(Saved entries)
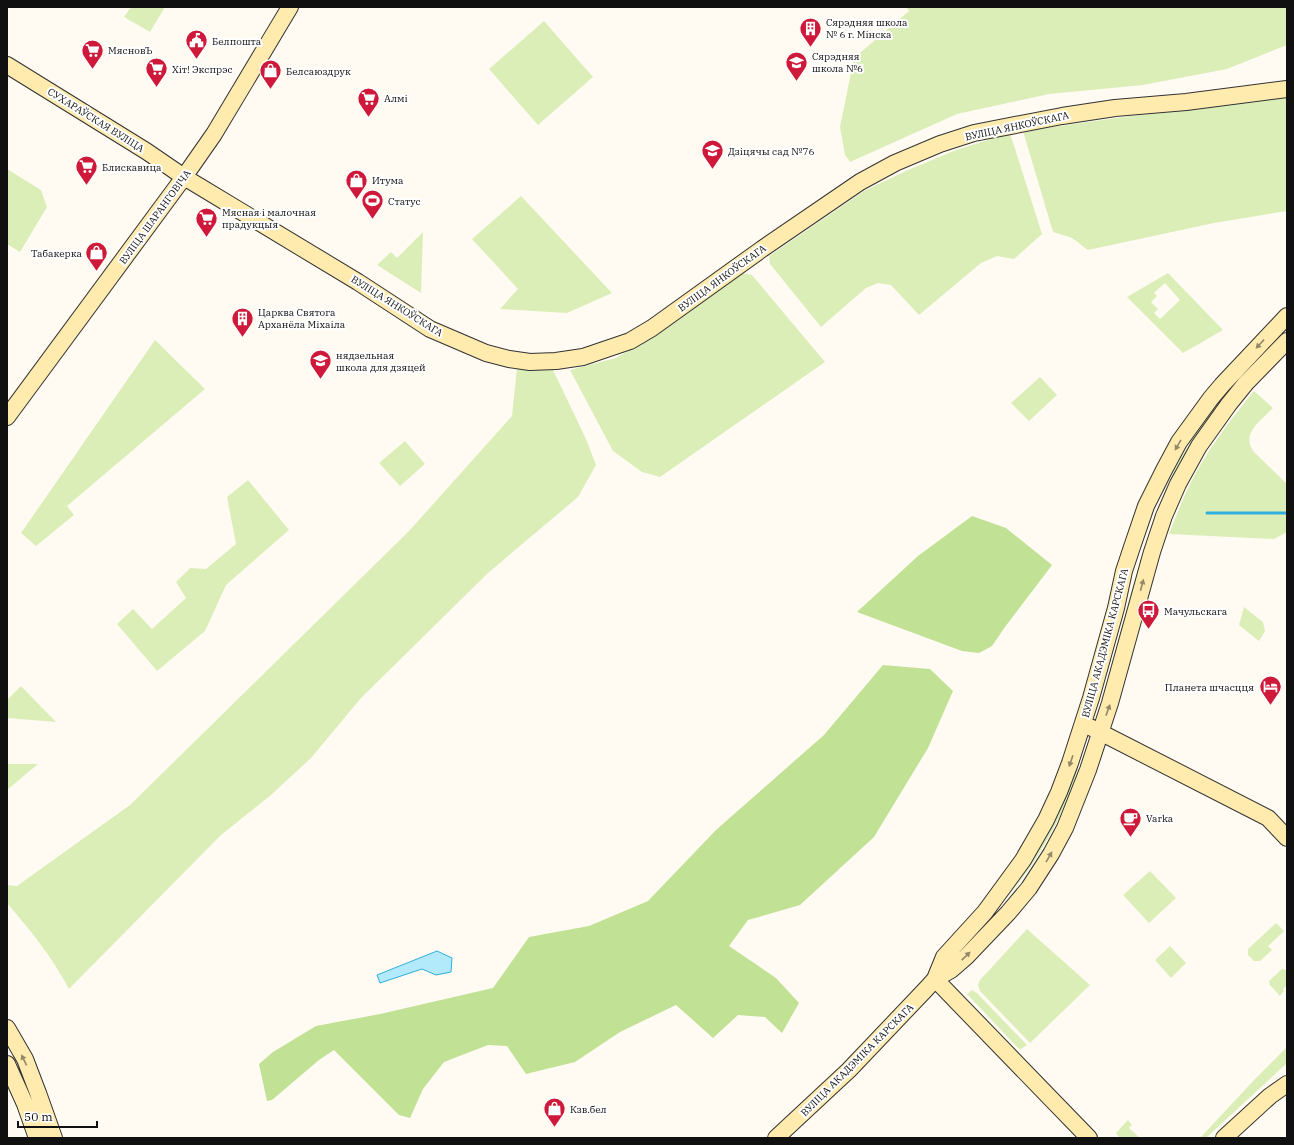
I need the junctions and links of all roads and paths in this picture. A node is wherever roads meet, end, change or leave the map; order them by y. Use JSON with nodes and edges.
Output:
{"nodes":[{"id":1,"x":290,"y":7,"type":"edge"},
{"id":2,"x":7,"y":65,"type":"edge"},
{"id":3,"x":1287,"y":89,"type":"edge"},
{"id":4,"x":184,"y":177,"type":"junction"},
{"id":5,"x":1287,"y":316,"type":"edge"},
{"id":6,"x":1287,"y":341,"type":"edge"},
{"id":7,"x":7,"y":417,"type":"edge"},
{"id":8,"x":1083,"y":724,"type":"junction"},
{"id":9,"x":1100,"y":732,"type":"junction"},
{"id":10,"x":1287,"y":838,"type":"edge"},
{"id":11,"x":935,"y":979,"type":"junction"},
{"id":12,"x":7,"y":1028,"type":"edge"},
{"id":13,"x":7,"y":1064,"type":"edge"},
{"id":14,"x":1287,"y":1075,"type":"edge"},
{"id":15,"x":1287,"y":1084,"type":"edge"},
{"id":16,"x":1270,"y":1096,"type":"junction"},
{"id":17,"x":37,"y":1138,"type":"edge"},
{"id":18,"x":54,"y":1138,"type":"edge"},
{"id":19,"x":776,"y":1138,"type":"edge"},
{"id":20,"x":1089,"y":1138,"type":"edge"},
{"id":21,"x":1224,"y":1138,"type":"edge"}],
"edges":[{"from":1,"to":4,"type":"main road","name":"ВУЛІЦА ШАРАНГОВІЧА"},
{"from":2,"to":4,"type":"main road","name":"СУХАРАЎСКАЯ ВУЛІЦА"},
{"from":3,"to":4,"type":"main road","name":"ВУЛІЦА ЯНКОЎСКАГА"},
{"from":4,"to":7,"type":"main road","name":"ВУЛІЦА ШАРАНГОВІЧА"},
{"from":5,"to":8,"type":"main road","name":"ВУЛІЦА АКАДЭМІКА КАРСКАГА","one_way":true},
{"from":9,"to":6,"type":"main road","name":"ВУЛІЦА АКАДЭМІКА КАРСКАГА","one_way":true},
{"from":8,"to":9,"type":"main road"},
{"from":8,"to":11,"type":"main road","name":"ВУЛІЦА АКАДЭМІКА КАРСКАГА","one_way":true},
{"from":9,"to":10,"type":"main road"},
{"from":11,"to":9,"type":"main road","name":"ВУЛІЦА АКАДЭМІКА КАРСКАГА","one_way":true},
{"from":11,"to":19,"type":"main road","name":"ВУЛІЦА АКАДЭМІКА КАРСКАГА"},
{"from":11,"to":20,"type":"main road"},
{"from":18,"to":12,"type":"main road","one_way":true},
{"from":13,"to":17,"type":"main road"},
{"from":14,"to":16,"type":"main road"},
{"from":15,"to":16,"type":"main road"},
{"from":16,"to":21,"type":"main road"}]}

» **Requirement**:
Restate the records word for word, omitting images.

» **Finished task**:
I need the junctions and links of all roads and paths in this picture. A node is wherever roads meet, end, change or leave the map; order them by y. Use JSON with nodes and edges.
Output:
{"nodes":[{"id":1,"x":290,"y":7,"type":"edge"},
{"id":2,"x":7,"y":65,"type":"edge"},
{"id":3,"x":1287,"y":89,"type":"edge"},
{"id":4,"x":184,"y":177,"type":"junction"},
{"id":5,"x":1287,"y":316,"type":"edge"},
{"id":6,"x":1287,"y":341,"type":"edge"},
{"id":7,"x":7,"y":417,"type":"edge"},
{"id":8,"x":1083,"y":724,"type":"junction"},
{"id":9,"x":1100,"y":732,"type":"junction"},
{"id":10,"x":1287,"y":838,"type":"edge"},
{"id":11,"x":935,"y":979,"type":"junction"},
{"id":12,"x":7,"y":1028,"type":"edge"},
{"id":13,"x":7,"y":1064,"type":"edge"},
{"id":14,"x":1287,"y":1075,"type":"edge"},
{"id":15,"x":1287,"y":1084,"type":"edge"},
{"id":16,"x":1270,"y":1096,"type":"junction"},
{"id":17,"x":37,"y":1138,"type":"edge"},
{"id":18,"x":54,"y":1138,"type":"edge"},
{"id":19,"x":776,"y":1138,"type":"edge"},
{"id":20,"x":1089,"y":1138,"type":"edge"},
{"id":21,"x":1224,"y":1138,"type":"edge"}],
"edges":[{"from":1,"to":4,"type":"main road","name":"ВУЛІЦА ШАРАНГОВІЧА"},
{"from":2,"to":4,"type":"main road","name":"СУХАРАЎСКАЯ ВУЛІЦА"},
{"from":3,"to":4,"type":"main road","name":"ВУЛІЦА ЯНКОЎСКАГА"},
{"from":4,"to":7,"type":"main road","name":"ВУЛІЦА ШАРАНГОВІЧА"},
{"from":5,"to":8,"type":"main road","name":"ВУЛІЦА АКАДЭМІКА КАРСКАГА","one_way":true},
{"from":9,"to":6,"type":"main road","name":"ВУЛІЦА АКАДЭМІКА КАРСКАГА","one_way":true},
{"from":8,"to":9,"type":"main road"},
{"from":8,"to":11,"type":"main road","name":"ВУЛІЦА АКАДЭМІКА КАРСКАГА","one_way":true},
{"from":9,"to":10,"type":"main road"},
{"from":11,"to":9,"type":"main road","name":"ВУЛІЦА АКАДЭМІКА КАРСКАГА","one_way":true},
{"from":11,"to":19,"type":"main road","name":"ВУЛІЦА АКАДЭМІКА КАРСКАГА"},
{"from":11,"to":20,"type":"main road"},
{"from":18,"to":12,"type":"main road","one_way":true},
{"from":13,"to":17,"type":"main road"},
{"from":14,"to":16,"type":"main road"},
{"from":15,"to":16,"type":"main road"},
{"from":16,"to":21,"type":"main road"}]}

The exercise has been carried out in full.